A.V.
I think one of the things you need to do is be very specific with him. Write down the tasks. Ask him the order in which he prioritizes them, what the deadline is, etc. If he won't volunteer the information, you need to get it from him. If the assignment is new, ask questions, find out who can be a resource for you and make sure you know for certain how it should be done. Take notes. I had a boss that would give M. tasks, and then say I did it wrong or did it out of order. I kept all her emails and sometimes even referenced the conversations. "Boss, on Monday you assigned M. x and y. I have finished x and am starting on y. Please confirm if you want M. to continue on y or if you'd rather I work on A and B instead, per our meeting today." It was a CYA move - Cover Your A$$.
If he yells and comes back and says he's sorry, tell him you appreciate the apology but you would prefer to work on preventing the issues that cause the conflict in the first place. Ask him if he'd be willing to meet with you to resolve the issues and discuss your training (did you not get enough?) and job duties. Is there someone who you can work with while you are still learning? Who trained you? Be direct, to the point, and professional. Even when he is not.

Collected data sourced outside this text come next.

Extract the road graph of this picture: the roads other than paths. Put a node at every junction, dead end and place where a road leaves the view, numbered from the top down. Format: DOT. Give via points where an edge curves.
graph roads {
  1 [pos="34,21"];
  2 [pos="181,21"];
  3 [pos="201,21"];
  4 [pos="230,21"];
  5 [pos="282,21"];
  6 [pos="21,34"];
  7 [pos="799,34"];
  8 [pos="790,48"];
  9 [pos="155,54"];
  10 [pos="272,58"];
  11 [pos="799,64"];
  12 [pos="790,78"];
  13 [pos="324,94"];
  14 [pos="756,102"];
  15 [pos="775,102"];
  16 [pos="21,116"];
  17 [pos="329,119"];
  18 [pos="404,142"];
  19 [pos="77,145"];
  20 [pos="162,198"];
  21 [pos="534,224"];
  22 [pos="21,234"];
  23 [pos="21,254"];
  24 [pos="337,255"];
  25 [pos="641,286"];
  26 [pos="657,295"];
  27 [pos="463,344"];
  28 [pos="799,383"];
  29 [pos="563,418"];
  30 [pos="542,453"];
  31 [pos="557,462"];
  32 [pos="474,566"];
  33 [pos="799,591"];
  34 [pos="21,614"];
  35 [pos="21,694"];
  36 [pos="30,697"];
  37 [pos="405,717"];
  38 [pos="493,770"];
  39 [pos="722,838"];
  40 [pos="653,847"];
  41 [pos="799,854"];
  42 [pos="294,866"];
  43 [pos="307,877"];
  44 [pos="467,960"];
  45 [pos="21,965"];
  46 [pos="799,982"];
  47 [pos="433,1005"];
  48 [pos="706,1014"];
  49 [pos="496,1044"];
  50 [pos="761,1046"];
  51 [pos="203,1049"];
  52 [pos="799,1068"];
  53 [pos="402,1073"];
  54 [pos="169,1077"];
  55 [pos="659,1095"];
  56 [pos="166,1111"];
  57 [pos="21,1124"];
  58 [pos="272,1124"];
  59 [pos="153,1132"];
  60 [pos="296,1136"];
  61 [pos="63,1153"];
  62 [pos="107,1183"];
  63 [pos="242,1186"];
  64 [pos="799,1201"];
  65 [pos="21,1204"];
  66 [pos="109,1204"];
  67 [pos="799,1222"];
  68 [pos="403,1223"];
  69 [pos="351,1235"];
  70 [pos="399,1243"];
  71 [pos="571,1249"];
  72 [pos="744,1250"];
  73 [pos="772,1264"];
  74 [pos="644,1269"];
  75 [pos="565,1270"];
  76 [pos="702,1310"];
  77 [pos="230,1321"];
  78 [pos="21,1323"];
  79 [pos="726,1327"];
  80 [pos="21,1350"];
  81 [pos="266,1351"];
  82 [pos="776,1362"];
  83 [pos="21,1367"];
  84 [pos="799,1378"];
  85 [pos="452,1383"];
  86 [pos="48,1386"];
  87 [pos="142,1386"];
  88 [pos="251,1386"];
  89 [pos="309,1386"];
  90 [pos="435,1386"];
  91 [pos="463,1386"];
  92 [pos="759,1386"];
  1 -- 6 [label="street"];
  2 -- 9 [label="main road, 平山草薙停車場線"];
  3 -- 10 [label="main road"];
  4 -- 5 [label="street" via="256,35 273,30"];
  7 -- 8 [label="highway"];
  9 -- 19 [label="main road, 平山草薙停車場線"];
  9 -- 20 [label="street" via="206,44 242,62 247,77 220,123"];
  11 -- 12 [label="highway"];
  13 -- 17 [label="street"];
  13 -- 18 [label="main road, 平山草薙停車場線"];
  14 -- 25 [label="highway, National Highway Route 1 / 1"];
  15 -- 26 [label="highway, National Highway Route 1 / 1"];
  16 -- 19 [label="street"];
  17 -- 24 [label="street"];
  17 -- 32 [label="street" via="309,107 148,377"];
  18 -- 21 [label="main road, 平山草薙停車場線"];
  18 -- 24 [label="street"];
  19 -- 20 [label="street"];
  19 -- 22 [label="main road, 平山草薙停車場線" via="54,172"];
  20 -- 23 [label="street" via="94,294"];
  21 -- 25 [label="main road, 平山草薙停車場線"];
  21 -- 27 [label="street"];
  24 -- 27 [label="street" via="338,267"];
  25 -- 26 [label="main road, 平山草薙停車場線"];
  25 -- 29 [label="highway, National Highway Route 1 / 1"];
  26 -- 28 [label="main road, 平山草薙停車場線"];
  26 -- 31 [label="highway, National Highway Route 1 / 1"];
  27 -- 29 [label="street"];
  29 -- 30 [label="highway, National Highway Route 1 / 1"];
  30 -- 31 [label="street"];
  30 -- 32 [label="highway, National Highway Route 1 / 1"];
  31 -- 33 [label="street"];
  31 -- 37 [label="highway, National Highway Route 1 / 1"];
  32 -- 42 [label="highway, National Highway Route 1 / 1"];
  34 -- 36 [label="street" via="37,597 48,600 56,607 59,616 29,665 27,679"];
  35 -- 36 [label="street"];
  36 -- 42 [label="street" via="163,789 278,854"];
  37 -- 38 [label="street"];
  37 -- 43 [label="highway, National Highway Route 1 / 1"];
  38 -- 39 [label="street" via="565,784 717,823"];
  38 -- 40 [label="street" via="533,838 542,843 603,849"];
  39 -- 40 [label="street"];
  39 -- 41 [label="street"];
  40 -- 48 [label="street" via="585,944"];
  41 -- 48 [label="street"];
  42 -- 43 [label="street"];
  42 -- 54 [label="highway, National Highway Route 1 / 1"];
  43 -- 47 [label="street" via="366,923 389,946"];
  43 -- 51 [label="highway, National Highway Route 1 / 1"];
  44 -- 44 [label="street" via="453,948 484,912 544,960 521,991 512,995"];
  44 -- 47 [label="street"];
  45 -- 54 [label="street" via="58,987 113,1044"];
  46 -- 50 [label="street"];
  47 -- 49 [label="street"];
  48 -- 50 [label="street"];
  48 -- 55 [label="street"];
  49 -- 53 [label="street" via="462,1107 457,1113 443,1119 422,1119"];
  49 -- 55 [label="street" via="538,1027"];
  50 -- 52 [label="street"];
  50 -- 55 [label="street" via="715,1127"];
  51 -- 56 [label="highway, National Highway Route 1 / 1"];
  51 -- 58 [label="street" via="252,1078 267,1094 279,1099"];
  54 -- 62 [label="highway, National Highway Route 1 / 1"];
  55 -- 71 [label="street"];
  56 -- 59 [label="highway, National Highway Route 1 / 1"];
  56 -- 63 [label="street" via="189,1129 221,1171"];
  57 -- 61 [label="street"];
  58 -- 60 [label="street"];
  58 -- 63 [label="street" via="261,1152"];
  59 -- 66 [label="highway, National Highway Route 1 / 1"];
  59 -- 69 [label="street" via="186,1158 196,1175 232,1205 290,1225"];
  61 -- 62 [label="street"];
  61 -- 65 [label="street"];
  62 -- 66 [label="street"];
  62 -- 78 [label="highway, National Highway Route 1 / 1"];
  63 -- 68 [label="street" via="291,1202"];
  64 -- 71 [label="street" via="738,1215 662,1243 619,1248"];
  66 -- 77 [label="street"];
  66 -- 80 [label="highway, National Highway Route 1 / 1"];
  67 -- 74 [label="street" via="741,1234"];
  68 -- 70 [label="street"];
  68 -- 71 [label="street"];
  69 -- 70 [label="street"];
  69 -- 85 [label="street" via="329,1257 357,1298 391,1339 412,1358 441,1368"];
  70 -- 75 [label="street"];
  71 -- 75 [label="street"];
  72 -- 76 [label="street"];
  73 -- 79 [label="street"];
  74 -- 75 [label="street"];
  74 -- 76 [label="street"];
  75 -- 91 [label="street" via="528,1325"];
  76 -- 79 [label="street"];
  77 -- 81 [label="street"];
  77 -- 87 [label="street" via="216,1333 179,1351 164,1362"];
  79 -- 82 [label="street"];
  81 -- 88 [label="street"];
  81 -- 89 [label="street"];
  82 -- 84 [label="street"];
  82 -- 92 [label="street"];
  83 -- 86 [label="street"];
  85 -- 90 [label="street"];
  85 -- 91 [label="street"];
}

I had a boss that I hated, and with nowhere to go in the company, I quit. I ended up being able to stay home, work PT and take care of my DD, but I know that's not always an option. There are books about how to deal with a bully boss that you might want to read. In my case, my manager became a manager by default and was never trained on being a manager. So she not only didn't want to let go of micromanaging the tasks (we were a small team) but she had a horrible way of managing people. She even went so far as to tell M. that my commute was wrong because I chose to avoid a road she used. I know it was not just M. because she'd made another coworker cry and someone else retired after I left to get away from her. You may want to look at this as getting experience in the short term and planning to move on within a year or so.